The difference between these two queries is small but significant. Words surrounded by the parenthesis are grouped to the field they follow. When the fields aren’t surrounded, “Nintendo” is searched for against the default field.
More information about how search queries are formed and processed can be found in the solr query parser documentation.
Since we can put documents into the index, and query them out, lets look into the details.
Each document will be composed of a list of its fields (though not all are required, depending on the query).
Lets take a look at the Chrono Trigger doc.
<doc>
<str name="id">ChronoTrigger1995[NA]</str>
<int name="year_i">1995</int>
<arr name="title">
<str>Chrono Trigger</str>
</arr>
<str name="publisher_s">Square</str>
<str name="developer_s">Square</str>
<arr name="region_ss">
<str>NA</str>
</arr>
<long name="_version_">1429159051143413760</long>
</doc>
The doc is composed of elements named with the type of data they contain. In this case we have an integer for year, strings for id
, publisher_s
and developer_s
, and arrays of strings for title and region_ss. The names and values match those in the JSON.
{
"id" : "ChronoTrigger1995[NA]",
"year_i":"1995",
"title":"Chrono Trigger",
"publisher_t":"Square",
"developer_s":"Square",
"region_ss":"NA"
}
A few things might seem odd. The _i
, _t
, and _ss
are telltale signs that we’re using a Solr concept called dynamic fields. These allow us to create fields as we need. The id and title fields are not dynamic and exist in every document. (We’ll see why in a bit.) When we compare the JSON to the XML we also see that JSON holds a single value for title and region_ss and they are arrays in XML. This is because the fields are specified as allowed to hold multiple values.
The managed-schema file.
So far we’re able to easily query a given column (NOTE: Queries are case sensitive in this case, as you may have noticed) and add data to the system. We did this without even modifying the default configuration; we just started Solr and threw information at it.

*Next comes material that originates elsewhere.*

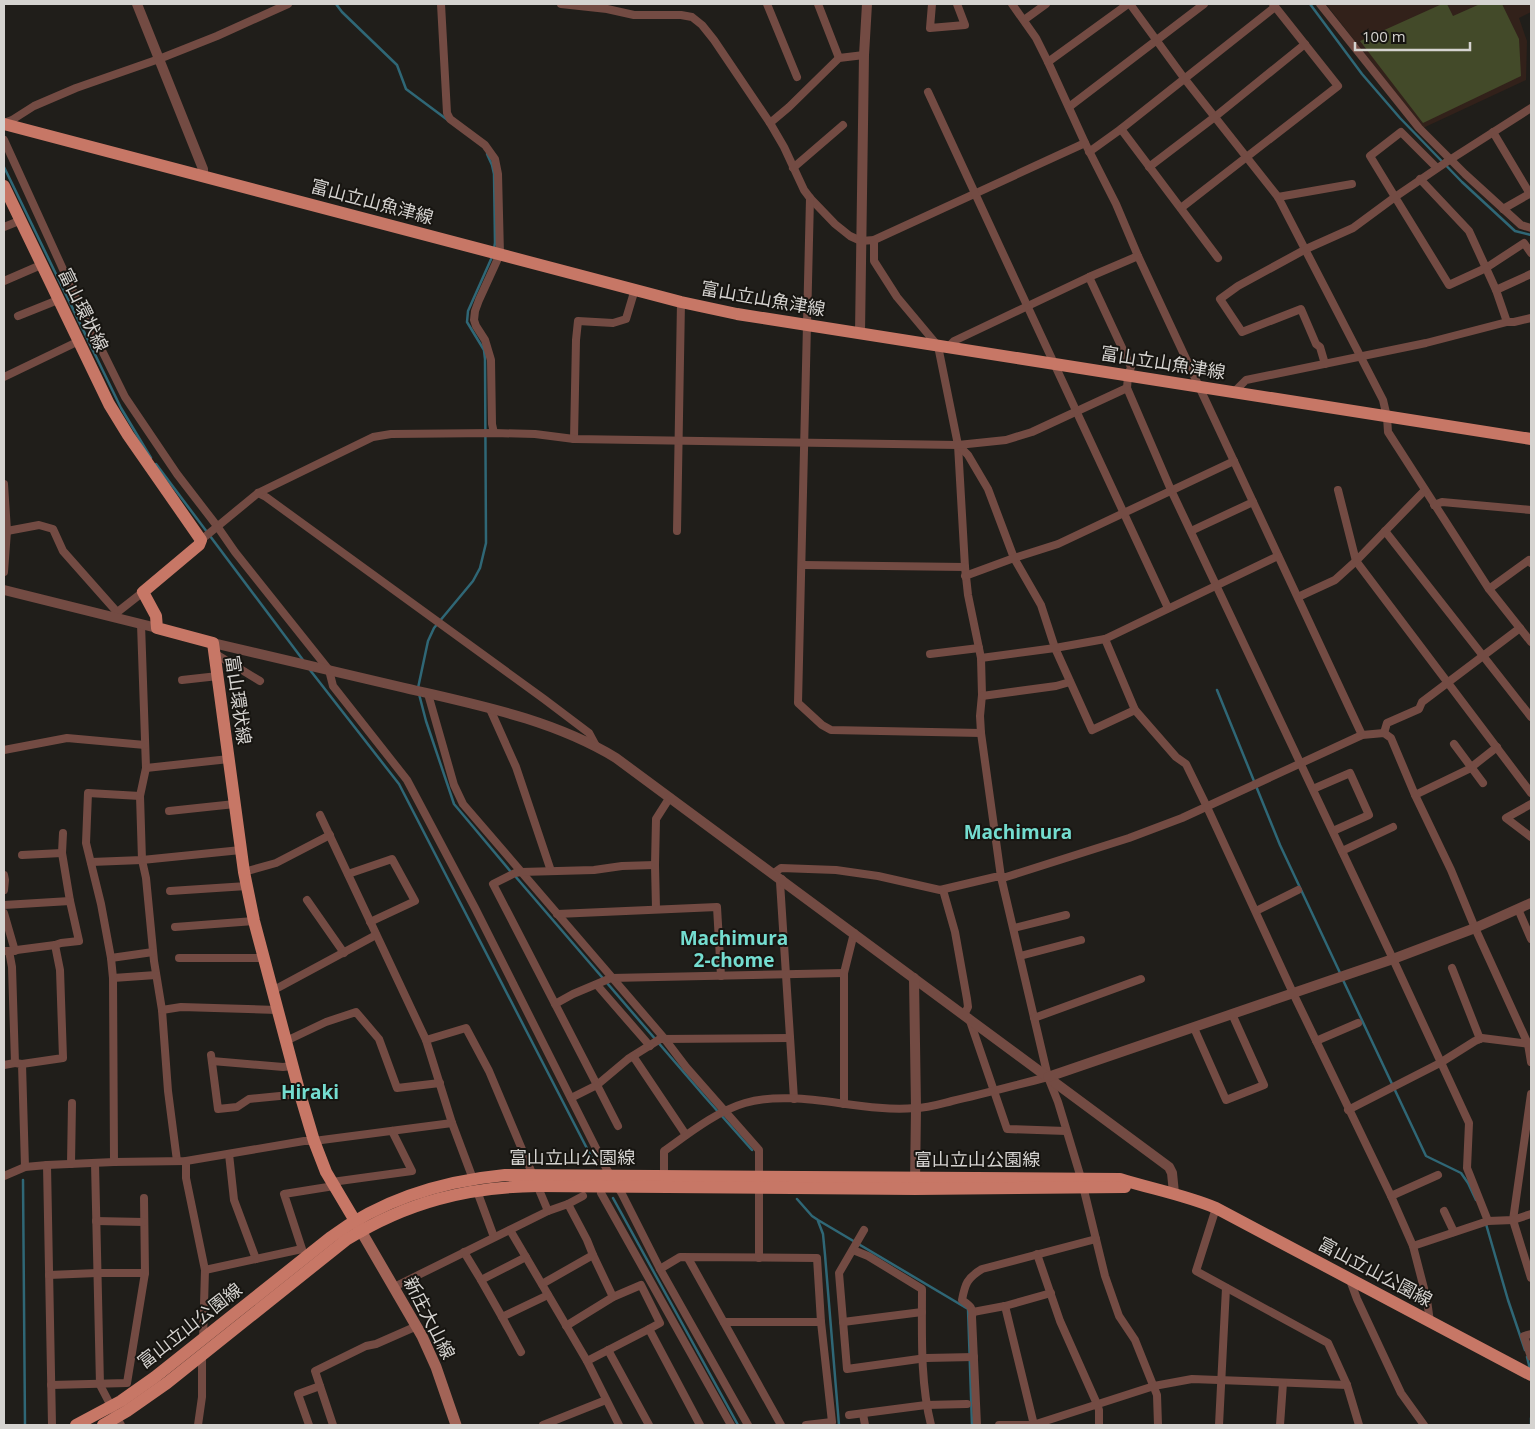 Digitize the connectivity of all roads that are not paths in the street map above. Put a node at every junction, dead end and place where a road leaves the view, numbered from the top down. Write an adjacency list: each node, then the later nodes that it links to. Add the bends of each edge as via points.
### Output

Solr’s ease of installation and startup alone makes the system worth considering, but this simple method is not without some problems. For example: if we execute a search with the query set to developer_s:square
, we’ll get 0 results because strings and text are handled differently. Another example: a query for the word Nintendo
(and nothing else) will return one result, the ill-fated monstrosity known as the Super Nintendo Scope 6.
Without diving into the very low level details, this is a problem with analyzers and copy fields. To fix this we’re going to venture into a new document: the managed-schema file. This file defines what Solr contains. Our current fields include id, title, multiple _s, and a _ss fields.
At the bottom of the managed-schema file we see some defined fields — in our case, we’re making use of the id and title fields.
<field name="_nest_path_" type="_nest_path_"/>
<field name="_root_" type="string" docValues="false" indexed="true" stored="false"/>
<field name="_text_" type="text_general" multiValued="true" indexed="true" stored="false"/>
<field name="_version_" type="plong" indexed="false" stored="false"/>
<field name="id" type="string" multiValued="false" indexed="true" required="true" stored="true"/>
<field name="title" type="text_general"/>
Then we created developer_s
and publisher_s
which match the dynamicField
of name="*_s"
as well as publisher_ss
which made use of the name="*_ss"
dynamic field.
<fields>
...
<dynamicField name="*_ss" type="strings" indexed="true" stored="true"/>
...
<dynamicField name="*_s" type="string" indexed="true" stored="true"/>
...
</fields>
The non-dynamic fields all will exist and store content that comes in matching their name. The dynamic fields act as catch-alls for a given combination of types and settings and allow you to create and query fields as needed without needing to update the schema.
Analyzers.
The managed-schema file also allows us to define how Solr works. In its current state, searching for developer_s:square
without a capital S will return no results because the fieldType
with name="string"
doesn’t have any settings which tell Solr to modify or process the text before putting it in the index. We need to tell Solr to do something with the input so that queries case insensitive.
Copy fields.
Additionally, our failed “Nintendo” search did not specify a field, so the query assumed the default field — `name=”_text_”’ The only Super Nintendo game with the word “Nintendo” in the title was — ugh — Super Nintendo Scope 6.
This is the result of what are called copy fields. Copy Fields are settings to duplicate data being entered into a second field. This is done to allow the same text to be analyzed multiple ways.
With Solr, you can make your search more reliable by adding the following line at the very bottom.
<copyField source="*_s" dest="_text_"/>
This will take all of our dynamic string fields and add them to the _text_
field.
But it won’t work just yet. Since Copy Fields are processed at indexing time, we need to re-process all of the input data, which, like all updates to managed-schema, requires stopping and starting Solr.
Stopping and starting Solr.
solr restart -p 8983
Solr should be starting back up. When it finishes, re-run this command:
curl http://localhost:8983/solr/_default/update?commit=true -H "Content-Type: application/json" -T "snes.json" -X POST
Restarting Solr updates the schema configuration, and re-running the curl command sends all the data back at Solr to be processed again. Because all indexing occurs as documents are sent to Solr, any changes to the configuration will require re-submitting data to be indexed — hence the re-running of the curl command.
Going back to the query window we can test the recent indexing by searching for “Nintendo” (and nothing else) again. We now get 53 results, and now Super Nintendo Scope 6 has some company to live up to.